For a given patient we computed the frequency of observed amino acids in the CDR-H3 segment for each time point A and B. Then, the fold changes were calculated as the log2 ratio of each amino acid frequency at B divided by the corresponding amino acid frequency at A. Finally, each full change was multiplied by the frequency of amino acid at B to calculate the conditional information content of the given amino acid.

Convergent antibody identification

To identify putative SARS-CoV-2-specific antibody signatures, we first grouped together heavy chain sequences that utilized the same IGHV and IGHJ gene, and had CDR-H3 regions with the same length. We then grouped these sequences using single-linkage clustering with a threshold of 85% amino acid identity in the CDR-H3 sequence. Within these clusters, we identified sequences that were found in at least two COVID-19 patients.
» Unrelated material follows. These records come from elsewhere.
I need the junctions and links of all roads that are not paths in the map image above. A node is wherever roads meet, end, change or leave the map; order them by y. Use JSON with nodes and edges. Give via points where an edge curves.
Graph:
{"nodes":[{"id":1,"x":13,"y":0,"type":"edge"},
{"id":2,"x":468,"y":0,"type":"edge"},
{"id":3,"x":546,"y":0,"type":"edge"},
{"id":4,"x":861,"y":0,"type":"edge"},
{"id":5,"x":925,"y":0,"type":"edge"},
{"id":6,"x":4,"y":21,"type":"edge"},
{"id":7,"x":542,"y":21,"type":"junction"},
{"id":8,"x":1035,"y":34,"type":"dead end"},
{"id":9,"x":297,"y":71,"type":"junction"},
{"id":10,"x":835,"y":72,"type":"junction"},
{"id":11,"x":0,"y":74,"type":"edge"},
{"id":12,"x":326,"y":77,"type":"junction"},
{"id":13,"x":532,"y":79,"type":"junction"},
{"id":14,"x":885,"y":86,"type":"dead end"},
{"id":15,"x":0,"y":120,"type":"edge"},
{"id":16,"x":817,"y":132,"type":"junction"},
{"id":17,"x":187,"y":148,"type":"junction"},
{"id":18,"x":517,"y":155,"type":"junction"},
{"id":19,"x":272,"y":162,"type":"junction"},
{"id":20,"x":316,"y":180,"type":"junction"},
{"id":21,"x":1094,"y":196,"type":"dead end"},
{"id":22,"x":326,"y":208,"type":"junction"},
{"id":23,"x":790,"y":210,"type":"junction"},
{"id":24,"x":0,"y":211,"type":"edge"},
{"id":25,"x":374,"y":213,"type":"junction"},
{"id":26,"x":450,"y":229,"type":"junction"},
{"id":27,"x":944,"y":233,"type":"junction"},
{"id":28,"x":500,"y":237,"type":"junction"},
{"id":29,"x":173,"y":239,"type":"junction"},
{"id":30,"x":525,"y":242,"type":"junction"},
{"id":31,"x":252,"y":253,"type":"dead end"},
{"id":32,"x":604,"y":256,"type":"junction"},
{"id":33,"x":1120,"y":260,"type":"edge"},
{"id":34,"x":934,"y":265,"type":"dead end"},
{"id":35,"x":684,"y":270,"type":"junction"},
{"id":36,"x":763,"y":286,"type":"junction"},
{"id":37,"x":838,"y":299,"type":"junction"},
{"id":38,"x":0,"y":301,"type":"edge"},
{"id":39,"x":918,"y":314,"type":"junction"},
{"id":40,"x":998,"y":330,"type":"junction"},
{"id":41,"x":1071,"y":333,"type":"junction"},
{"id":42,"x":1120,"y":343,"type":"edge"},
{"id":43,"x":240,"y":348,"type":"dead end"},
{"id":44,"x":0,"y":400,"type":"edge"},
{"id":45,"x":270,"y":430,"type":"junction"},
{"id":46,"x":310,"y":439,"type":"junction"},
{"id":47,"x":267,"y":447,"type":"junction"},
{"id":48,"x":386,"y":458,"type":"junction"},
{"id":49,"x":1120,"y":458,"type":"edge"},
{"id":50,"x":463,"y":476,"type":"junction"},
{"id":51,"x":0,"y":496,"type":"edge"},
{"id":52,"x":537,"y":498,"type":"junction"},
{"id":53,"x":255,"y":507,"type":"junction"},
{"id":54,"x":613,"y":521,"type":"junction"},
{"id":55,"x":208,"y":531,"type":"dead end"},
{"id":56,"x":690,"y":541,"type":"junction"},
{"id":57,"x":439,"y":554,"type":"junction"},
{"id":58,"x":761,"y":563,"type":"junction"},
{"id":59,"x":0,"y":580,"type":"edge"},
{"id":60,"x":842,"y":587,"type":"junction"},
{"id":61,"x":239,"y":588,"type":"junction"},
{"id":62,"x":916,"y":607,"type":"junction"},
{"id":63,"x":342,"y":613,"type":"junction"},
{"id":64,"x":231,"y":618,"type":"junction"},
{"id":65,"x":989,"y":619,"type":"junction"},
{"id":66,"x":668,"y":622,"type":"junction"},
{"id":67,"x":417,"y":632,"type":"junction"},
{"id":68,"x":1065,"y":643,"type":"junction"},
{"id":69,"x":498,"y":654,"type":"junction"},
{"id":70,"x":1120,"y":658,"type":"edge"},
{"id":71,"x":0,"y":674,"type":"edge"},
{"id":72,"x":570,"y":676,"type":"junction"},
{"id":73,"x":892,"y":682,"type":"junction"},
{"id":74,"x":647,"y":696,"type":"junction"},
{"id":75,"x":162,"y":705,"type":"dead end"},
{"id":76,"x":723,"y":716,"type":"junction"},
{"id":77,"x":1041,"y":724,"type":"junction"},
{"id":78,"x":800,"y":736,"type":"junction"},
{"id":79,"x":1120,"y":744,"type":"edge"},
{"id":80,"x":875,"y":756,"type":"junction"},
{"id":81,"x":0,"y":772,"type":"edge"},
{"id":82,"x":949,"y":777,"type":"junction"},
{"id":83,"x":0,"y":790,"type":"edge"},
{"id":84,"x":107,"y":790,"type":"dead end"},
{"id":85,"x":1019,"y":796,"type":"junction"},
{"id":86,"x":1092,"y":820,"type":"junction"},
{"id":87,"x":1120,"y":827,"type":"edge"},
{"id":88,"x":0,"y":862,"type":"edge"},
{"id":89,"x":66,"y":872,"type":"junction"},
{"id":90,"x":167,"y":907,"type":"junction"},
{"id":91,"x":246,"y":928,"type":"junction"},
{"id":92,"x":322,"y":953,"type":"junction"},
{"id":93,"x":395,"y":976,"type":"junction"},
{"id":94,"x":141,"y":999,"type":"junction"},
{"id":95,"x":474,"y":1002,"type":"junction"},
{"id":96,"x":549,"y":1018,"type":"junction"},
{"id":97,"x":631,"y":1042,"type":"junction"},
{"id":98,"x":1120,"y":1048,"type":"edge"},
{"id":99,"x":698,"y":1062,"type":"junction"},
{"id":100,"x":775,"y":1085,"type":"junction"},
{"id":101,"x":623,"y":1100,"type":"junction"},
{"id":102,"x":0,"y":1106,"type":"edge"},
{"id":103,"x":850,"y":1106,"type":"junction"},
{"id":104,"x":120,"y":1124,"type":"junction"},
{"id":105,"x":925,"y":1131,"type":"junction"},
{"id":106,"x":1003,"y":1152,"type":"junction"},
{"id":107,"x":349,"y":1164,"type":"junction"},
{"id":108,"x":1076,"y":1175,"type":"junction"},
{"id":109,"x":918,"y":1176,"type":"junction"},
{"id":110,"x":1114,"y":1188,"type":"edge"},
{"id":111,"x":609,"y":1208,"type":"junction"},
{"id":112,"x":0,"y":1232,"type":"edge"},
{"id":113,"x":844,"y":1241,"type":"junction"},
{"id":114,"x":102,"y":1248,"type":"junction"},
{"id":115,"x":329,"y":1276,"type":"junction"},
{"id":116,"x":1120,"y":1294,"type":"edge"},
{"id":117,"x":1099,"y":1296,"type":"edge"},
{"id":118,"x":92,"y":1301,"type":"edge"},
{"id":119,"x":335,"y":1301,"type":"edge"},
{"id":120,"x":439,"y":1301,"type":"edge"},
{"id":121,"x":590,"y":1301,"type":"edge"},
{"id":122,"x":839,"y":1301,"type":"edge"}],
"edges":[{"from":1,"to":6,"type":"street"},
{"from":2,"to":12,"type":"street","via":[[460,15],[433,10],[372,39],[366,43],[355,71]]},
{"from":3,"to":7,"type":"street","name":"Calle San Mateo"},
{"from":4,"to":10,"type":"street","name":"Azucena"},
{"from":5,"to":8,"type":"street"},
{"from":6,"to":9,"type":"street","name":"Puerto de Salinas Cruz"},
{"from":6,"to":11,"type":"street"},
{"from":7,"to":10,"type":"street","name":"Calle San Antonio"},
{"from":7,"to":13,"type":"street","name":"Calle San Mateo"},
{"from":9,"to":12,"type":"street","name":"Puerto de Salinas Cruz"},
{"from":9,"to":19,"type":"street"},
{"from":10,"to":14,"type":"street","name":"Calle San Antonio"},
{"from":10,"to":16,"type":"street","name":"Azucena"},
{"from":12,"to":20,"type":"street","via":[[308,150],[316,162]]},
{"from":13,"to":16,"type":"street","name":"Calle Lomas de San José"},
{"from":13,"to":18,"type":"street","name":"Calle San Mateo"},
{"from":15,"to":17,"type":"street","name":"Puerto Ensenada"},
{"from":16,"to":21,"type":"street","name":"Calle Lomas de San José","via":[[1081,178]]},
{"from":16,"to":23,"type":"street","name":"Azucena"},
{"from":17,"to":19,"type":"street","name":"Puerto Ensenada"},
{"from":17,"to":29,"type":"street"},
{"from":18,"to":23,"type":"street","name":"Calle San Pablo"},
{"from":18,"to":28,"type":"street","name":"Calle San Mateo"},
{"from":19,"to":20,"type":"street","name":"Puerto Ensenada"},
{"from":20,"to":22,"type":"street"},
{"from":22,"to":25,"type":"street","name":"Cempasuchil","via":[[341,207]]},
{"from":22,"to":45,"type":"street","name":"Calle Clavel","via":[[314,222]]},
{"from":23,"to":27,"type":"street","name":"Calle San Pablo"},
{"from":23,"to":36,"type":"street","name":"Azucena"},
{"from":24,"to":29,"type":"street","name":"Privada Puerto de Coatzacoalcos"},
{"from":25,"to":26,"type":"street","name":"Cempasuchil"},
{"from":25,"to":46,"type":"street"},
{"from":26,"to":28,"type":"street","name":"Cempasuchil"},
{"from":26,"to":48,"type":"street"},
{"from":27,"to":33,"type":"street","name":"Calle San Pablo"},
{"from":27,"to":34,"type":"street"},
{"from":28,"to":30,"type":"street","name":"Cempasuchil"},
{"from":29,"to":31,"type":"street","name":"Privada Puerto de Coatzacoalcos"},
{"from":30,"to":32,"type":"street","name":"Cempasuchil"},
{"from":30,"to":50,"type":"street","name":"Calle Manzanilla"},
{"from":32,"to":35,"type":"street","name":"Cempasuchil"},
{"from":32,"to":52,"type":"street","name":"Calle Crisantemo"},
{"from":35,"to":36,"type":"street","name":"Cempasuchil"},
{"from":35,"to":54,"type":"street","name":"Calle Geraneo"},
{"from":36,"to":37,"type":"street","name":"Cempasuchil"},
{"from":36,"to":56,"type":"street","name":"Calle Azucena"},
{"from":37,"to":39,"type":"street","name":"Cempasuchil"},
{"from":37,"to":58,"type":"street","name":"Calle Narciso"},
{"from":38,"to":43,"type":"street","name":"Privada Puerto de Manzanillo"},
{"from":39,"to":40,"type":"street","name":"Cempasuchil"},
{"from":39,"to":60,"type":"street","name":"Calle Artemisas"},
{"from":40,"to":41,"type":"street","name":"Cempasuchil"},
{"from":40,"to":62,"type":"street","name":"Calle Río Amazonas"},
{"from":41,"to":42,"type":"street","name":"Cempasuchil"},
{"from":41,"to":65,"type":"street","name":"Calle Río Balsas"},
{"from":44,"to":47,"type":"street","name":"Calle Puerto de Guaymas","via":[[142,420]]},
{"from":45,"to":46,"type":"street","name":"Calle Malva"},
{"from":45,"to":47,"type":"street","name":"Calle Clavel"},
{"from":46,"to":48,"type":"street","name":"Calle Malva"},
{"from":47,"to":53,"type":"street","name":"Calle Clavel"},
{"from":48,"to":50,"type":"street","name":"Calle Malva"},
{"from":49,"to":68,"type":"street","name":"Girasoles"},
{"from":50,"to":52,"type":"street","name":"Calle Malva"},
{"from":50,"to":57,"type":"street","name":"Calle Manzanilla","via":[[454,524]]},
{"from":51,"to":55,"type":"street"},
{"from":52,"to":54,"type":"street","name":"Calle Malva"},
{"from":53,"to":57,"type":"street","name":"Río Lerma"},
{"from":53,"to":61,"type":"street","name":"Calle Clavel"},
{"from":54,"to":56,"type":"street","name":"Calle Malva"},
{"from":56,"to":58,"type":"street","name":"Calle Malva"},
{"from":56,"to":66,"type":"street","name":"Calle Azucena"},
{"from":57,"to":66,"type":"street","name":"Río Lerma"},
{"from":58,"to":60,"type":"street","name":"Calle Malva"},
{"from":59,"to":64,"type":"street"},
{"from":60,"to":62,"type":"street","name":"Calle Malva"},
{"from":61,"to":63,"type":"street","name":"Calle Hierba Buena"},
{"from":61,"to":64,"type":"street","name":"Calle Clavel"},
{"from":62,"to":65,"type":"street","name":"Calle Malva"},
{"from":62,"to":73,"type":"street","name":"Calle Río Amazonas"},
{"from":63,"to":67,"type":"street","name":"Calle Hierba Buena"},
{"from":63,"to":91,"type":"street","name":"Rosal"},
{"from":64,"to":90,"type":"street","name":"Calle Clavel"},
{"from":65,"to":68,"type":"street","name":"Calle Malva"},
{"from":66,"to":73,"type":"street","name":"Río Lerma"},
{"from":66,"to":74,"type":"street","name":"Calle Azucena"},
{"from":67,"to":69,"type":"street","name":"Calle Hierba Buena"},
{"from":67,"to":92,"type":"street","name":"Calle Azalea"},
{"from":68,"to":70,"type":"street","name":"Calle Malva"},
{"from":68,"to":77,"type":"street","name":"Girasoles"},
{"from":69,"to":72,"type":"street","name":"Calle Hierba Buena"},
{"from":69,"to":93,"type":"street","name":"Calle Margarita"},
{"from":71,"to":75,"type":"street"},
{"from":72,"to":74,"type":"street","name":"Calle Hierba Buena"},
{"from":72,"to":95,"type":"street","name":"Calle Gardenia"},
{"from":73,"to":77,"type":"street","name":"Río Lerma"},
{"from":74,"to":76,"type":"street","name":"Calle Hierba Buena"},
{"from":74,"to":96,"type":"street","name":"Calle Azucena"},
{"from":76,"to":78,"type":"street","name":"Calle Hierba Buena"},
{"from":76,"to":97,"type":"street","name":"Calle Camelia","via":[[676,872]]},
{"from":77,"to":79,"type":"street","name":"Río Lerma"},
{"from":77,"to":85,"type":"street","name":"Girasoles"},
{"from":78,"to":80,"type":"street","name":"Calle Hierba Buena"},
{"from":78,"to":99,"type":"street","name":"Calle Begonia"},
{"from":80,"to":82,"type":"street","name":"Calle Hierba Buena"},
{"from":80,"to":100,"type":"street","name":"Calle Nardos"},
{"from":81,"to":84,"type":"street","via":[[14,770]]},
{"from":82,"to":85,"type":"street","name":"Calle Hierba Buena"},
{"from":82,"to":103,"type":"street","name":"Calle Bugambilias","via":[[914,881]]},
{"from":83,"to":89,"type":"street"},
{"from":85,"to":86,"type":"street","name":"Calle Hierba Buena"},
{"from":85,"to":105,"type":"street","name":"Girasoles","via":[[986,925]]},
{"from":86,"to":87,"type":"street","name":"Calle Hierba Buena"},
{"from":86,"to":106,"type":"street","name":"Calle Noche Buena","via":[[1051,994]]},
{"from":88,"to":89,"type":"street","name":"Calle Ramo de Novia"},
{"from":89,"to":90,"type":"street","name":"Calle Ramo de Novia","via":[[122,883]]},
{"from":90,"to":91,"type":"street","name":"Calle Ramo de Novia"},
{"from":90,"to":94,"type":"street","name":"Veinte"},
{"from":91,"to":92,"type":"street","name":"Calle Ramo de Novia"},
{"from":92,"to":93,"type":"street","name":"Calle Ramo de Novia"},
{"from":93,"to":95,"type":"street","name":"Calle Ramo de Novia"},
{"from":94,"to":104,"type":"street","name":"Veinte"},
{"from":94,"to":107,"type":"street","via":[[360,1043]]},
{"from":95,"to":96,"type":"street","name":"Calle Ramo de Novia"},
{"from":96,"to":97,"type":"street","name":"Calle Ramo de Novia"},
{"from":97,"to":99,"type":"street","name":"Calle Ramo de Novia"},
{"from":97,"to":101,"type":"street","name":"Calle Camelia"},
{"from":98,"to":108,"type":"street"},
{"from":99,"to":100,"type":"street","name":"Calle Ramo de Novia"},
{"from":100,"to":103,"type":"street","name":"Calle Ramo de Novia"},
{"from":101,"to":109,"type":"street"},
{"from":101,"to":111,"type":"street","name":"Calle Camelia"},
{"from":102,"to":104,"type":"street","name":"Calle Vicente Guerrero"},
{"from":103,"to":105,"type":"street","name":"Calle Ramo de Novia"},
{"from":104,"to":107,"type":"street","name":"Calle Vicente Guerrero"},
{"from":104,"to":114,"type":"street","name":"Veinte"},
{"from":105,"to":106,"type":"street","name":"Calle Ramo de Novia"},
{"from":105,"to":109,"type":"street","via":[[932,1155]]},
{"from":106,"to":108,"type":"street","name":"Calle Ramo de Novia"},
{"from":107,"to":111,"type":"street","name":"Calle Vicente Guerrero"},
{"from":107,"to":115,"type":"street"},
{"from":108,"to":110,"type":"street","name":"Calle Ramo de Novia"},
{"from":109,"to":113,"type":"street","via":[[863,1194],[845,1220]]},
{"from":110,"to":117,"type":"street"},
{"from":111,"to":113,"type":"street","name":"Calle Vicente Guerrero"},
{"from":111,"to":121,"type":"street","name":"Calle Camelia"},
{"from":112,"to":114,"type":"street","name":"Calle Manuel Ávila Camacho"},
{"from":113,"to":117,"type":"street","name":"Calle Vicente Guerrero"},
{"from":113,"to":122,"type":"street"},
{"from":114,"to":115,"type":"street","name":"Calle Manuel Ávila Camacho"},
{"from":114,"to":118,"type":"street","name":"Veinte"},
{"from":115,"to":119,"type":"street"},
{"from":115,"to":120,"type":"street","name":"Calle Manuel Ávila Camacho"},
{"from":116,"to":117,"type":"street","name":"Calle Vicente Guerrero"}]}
Identification of unmutated IGHG clones

As specified in a recent study77, B cell clones consisting of any cellular subtype (naive, memory, plasma) were separated by isotype. These isotype-specific clonal clusters were considered “unmutated” if the median SHM frequency of their constituent sequences was <1%.

Lineage tree analysis

B cell lineage trees were built for all clones found at both time points using IgPhyML v1.1.3117 and Change-O v1.0.070. Within each time-point, identical sequences and those differing only by ambiguous characters (e.g., “N”) were collapsed. Only clones containing at least three distinct sequences (i.e., sequences that were either unique or sampled at different time points) were included. We estimated maximum likelihood tree topologies and branch lengths for each clone, as well as repertoire-wide model parameters, shared among all clones, using the GY94 model118. Using these tree topologies, we then estimated maximum likelihood branch lengths for each clone and repertoire-wide substitution model parameters using the HLP19 model with separate ω parameters for FWR and CDR partitions and separate h parameters for all six canonical somatic hypermutation (SHM) hot- and cold-spot motifs117. Branches with lengths < 0.001 were collapsed to zero. Trees were visualized using ggtree v2.0.2119. We used a root-to-tip correlation test120 to test for evidence of continued SHM between time points within these B cell lineage trees. For each tip we calculated the divergence, which is the sum of branch lengths leading to the most recent common ancestor (MRCA) of all observed sequences. Predicted germline sequences were excluded because their sampling time is unknown. Clones in which all sequences were equally diverged from the MRCA were discarded. We then calculated the Pearson correlation coefficient between divergence and time point (A = 0, B = 1). If B cell clones continued to accumulate SHM between time points, we would expect a positive correlation between divergence and time. We tested the significance of this correlation by randomizing time point labels within each tree, re-calculating the correlation between divergence and time, and repeating for 10,000 repetitions. We calculated the p-value that the correlation was positive as the proportion of repetitions in which the observed correlation was less than or equal to the correlation in randomized trees.

Reporting summary

Further information on research design is available in the Nature Research Reporting Summary linked to this article.